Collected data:
++++++++
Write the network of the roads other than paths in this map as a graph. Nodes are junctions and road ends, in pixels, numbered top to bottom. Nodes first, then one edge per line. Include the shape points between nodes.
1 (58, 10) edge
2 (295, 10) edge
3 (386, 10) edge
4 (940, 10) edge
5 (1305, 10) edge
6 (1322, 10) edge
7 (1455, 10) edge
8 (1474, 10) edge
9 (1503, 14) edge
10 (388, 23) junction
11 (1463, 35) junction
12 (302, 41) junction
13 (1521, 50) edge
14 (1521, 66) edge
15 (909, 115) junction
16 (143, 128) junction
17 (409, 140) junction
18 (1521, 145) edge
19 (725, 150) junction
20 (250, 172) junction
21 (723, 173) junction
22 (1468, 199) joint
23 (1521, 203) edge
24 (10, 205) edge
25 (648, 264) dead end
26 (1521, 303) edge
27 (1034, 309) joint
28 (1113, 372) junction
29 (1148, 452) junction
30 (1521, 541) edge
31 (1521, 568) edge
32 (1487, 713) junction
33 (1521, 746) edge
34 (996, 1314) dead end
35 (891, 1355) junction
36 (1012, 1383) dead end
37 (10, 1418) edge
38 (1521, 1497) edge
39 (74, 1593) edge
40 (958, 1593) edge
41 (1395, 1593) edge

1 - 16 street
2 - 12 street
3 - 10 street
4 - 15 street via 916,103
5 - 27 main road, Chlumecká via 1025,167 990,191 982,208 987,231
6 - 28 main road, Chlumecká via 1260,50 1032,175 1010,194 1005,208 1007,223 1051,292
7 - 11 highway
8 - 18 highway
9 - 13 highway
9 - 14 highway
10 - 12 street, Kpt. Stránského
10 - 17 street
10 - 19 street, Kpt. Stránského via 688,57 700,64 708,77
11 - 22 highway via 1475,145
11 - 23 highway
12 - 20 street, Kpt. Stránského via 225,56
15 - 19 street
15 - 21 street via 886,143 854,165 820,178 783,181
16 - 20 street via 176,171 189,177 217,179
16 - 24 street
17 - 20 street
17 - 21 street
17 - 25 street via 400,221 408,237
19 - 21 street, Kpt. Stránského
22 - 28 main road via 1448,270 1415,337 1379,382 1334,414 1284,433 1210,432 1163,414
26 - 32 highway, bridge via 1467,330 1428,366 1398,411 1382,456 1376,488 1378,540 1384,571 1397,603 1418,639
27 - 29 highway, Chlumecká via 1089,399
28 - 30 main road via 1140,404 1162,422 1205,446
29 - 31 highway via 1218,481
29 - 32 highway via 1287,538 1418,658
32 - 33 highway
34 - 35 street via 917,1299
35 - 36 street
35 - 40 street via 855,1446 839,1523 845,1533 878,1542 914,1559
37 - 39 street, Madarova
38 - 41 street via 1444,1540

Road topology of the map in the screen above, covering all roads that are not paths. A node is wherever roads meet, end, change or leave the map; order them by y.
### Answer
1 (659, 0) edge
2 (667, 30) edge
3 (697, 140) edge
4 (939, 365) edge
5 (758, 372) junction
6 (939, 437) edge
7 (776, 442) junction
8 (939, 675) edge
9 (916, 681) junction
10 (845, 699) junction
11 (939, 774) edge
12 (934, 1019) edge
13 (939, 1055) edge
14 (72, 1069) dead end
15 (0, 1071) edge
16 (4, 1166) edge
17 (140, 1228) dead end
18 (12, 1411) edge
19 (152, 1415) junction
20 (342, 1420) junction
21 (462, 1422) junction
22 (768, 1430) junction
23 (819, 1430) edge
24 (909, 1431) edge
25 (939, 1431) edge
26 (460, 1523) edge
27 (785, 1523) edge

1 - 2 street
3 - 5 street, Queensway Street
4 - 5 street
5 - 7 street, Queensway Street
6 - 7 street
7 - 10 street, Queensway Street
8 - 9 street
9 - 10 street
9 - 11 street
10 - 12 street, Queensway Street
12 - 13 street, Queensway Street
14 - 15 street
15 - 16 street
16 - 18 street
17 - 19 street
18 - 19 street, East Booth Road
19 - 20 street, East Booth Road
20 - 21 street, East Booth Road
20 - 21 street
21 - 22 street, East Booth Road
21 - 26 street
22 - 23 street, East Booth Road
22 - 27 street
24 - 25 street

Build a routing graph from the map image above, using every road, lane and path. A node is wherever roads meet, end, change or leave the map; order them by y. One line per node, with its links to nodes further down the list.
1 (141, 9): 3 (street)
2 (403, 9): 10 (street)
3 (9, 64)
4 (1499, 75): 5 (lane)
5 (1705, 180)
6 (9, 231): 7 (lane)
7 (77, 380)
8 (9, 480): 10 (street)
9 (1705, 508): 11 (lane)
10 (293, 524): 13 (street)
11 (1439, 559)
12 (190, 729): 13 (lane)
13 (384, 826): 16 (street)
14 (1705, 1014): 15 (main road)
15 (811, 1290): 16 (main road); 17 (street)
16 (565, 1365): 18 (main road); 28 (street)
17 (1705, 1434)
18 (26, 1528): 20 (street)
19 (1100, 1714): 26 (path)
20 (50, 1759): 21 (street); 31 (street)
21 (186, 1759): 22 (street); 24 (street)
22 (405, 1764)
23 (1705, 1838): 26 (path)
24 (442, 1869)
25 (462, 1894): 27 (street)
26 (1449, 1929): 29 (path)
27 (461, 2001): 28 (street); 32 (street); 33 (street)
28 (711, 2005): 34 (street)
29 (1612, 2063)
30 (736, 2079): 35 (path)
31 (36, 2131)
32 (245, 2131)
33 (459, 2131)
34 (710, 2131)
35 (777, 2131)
++++++++
Take the entries above and repeat them verbatim.

Write the network of the roads other than paths in this map as a graph. Nodes are junctions and road ends, in pixels, numbered top to bottom. Nodes first, then one edge per line. Include the shape points between nodes.
1 (58, 10) edge
2 (295, 10) edge
3 (386, 10) edge
4 (940, 10) edge
5 (1305, 10) edge
6 (1322, 10) edge
7 (1455, 10) edge
8 (1474, 10) edge
9 (1503, 14) edge
10 (388, 23) junction
11 (1463, 35) junction
12 (302, 41) junction
13 (1521, 50) edge
14 (1521, 66) edge
15 (909, 115) junction
16 (143, 128) junction
17 (409, 140) junction
18 (1521, 145) edge
19 (725, 150) junction
20 (250, 172) junction
21 (723, 173) junction
22 (1468, 199) joint
23 (1521, 203) edge
24 (10, 205) edge
25 (648, 264) dead end
26 (1521, 303) edge
27 (1034, 309) joint
28 (1113, 372) junction
29 (1148, 452) junction
30 (1521, 541) edge
31 (1521, 568) edge
32 (1487, 713) junction
33 (1521, 746) edge
34 (996, 1314) dead end
35 (891, 1355) junction
36 (1012, 1383) dead end
37 (10, 1418) edge
38 (1521, 1497) edge
39 (74, 1593) edge
40 (958, 1593) edge
41 (1395, 1593) edge

1 - 16 street
2 - 12 street
3 - 10 street
4 - 15 street via 916,103
5 - 27 main road, Chlumecká via 1025,167 990,191 982,208 987,231
6 - 28 main road, Chlumecká via 1260,50 1032,175 1010,194 1005,208 1007,223 1051,292
7 - 11 highway
8 - 18 highway
9 - 13 highway
9 - 14 highway
10 - 12 street, Kpt. Stránského
10 - 17 street
10 - 19 street, Kpt. Stránského via 688,57 700,64 708,77
11 - 22 highway via 1475,145
11 - 23 highway
12 - 20 street, Kpt. Stránského via 225,56
15 - 19 street
15 - 21 street via 886,143 854,165 820,178 783,181
16 - 20 street via 176,171 189,177 217,179
16 - 24 street
17 - 20 street
17 - 21 street
17 - 25 street via 400,221 408,237
19 - 21 street, Kpt. Stránského
22 - 28 main road via 1448,270 1415,337 1379,382 1334,414 1284,433 1210,432 1163,414
26 - 32 highway, bridge via 1467,330 1428,366 1398,411 1382,456 1376,488 1378,540 1384,571 1397,603 1418,639
27 - 29 highway, Chlumecká via 1089,399
28 - 30 main road via 1140,404 1162,422 1205,446
29 - 31 highway via 1218,481
29 - 32 highway via 1287,538 1418,658
32 - 33 highway
34 - 35 street via 917,1299
35 - 36 street
35 - 40 street via 855,1446 839,1523 845,1533 878,1542 914,1559
37 - 39 street, Madarova
38 - 41 street via 1444,1540

Road topology of the map in the screen above, covering all roads that are not paths. A node is wherever roads meet, end, change or leave the map; order them by y.
### Answer
1 (659, 0) edge
2 (667, 30) edge
3 (697, 140) edge
4 (939, 365) edge
5 (758, 372) junction
6 (939, 437) edge
7 (776, 442) junction
8 (939, 675) edge
9 (916, 681) junction
10 (845, 699) junction
11 (939, 774) edge
12 (934, 1019) edge
13 (939, 1055) edge
14 (72, 1069) dead end
15 (0, 1071) edge
16 (4, 1166) edge
17 (140, 1228) dead end
18 (12, 1411) edge
19 (152, 1415) junction
20 (342, 1420) junction
21 (462, 1422) junction
22 (768, 1430) junction
23 (819, 1430) edge
24 (909, 1431) edge
25 (939, 1431) edge
26 (460, 1523) edge
27 (785, 1523) edge

1 - 2 street
3 - 5 street, Queensway Street
4 - 5 street
5 - 7 street, Queensway Street
6 - 7 street
7 - 10 street, Queensway Street
8 - 9 street
9 - 10 street
9 - 11 street
10 - 12 street, Queensway Street
12 - 13 street, Queensway Street
14 - 15 street
15 - 16 street
16 - 18 street
17 - 19 street
18 - 19 street, East Booth Road
19 - 20 street, East Booth Road
20 - 21 street, East Booth Road
20 - 21 street
21 - 22 street, East Booth Road
21 - 26 street
22 - 23 street, East Booth Road
22 - 27 street
24 - 25 street

Build a routing graph from the map image above, using every road, lane and path. A node is wherever roads meet, end, change or leave the map; order them by y. One line per node, with its links to nodes further down the list.
1 (141, 9): 3 (street)
2 (403, 9): 10 (street)
3 (9, 64)
4 (1499, 75): 5 (lane)
5 (1705, 180)
6 (9, 231): 7 (lane)
7 (77, 380)
8 (9, 480): 10 (street)
9 (1705, 508): 11 (lane)
10 (293, 524): 13 (street)
11 (1439, 559)
12 (190, 729): 13 (lane)
13 (384, 826): 16 (street)
14 (1705, 1014): 15 (main road)
15 (811, 1290): 16 (main road); 17 (street)
16 (565, 1365): 18 (main road); 28 (street)
17 (1705, 1434)
18 (26, 1528): 20 (street)
19 (1100, 1714): 26 (path)
20 (50, 1759): 21 (street); 31 (street)
21 (186, 1759): 22 (street); 24 (street)
22 (405, 1764)
23 (1705, 1838): 26 (path)
24 (442, 1869)
25 (462, 1894): 27 (street)
26 (1449, 1929): 29 (path)
27 (461, 2001): 28 (street); 32 (street); 33 (street)
28 (711, 2005): 34 (street)
29 (1612, 2063)
30 (736, 2079): 35 (path)
31 (36, 2131)
32 (245, 2131)
33 (459, 2131)
34 (710, 2131)
35 (777, 2131)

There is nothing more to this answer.